初めてiPhoneを触った時、どういう風に操作したらいいのか全くわからなかった。自分がおさるさんになったみたいに。

うほうほ 何だこれ? うほうほ
これが通話もできるパソコンであることは、情報として理解していた。
とりあえず、iPhoneの周りを一周する。
ボタンらしきものが一つ。一つだけ。
その時点で私の頭は軽くパニックになったた。ボタン一つで何ができるだろう?
電源のオンオフとスイッチを入れたり切ったりすることしか思いつかない。

恐る恐る手に取ってみる。ホモサピエンスをなめるなよ。そうやって人類は進化してきたのだ。多分。
ただ一つのボタンを押してみる。
反応なし。
そのとき、私は孤独になった。
地球でただ一人の人間になった。
理解できていないのはきっと自分だけなんだ。周りに人はたくさんいたけど、理解できていないのは私だけなのだ。同じ空間に存在してはいるが、全く別の次元に私は存在しているのだ。
そんなこんなを思いながら、私は涼しい顔を装い店を出た。

それから10年と少したった現在。
経費削減の為、会社の携帯電話が新しくなった。
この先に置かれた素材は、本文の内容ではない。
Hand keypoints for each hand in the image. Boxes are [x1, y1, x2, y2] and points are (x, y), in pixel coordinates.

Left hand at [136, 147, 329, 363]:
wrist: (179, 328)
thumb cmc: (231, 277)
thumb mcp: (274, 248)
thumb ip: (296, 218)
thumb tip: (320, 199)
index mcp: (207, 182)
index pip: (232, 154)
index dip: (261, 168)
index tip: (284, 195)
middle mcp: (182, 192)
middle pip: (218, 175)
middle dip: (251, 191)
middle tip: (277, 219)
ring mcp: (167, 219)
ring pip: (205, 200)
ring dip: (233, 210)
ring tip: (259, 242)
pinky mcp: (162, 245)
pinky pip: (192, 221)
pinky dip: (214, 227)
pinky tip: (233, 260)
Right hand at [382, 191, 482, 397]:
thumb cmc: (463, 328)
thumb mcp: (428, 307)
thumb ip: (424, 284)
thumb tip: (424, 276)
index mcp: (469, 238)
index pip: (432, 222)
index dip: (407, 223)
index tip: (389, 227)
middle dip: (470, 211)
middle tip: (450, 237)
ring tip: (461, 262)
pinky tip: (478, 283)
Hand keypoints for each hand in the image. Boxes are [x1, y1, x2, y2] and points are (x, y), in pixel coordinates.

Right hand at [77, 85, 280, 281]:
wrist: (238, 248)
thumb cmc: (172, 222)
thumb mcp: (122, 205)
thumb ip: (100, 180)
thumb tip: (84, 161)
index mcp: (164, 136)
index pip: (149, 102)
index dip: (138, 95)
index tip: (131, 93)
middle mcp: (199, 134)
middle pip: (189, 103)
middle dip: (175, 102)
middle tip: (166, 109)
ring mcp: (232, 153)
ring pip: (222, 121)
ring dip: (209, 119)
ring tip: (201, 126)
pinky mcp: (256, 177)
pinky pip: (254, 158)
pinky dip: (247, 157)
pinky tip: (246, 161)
どこのメーカーか分からないAndroidさんの登場である。
今では一人前のiPhoneユーザーとなった私ではあるが、Androidさんは未知の存在である。過去の記憶が蘇る。

そして私は再び。。

うほうほ うほうほ

右側面に電源らしきボタンを発見。
押してみる。画面が白く光る。
鍵のマークが画面の上部に出現する。
鍵のマークを下にスワイプする。
ロックが解除される。

うほうほ

そうやって人類は進化するのだ。多分。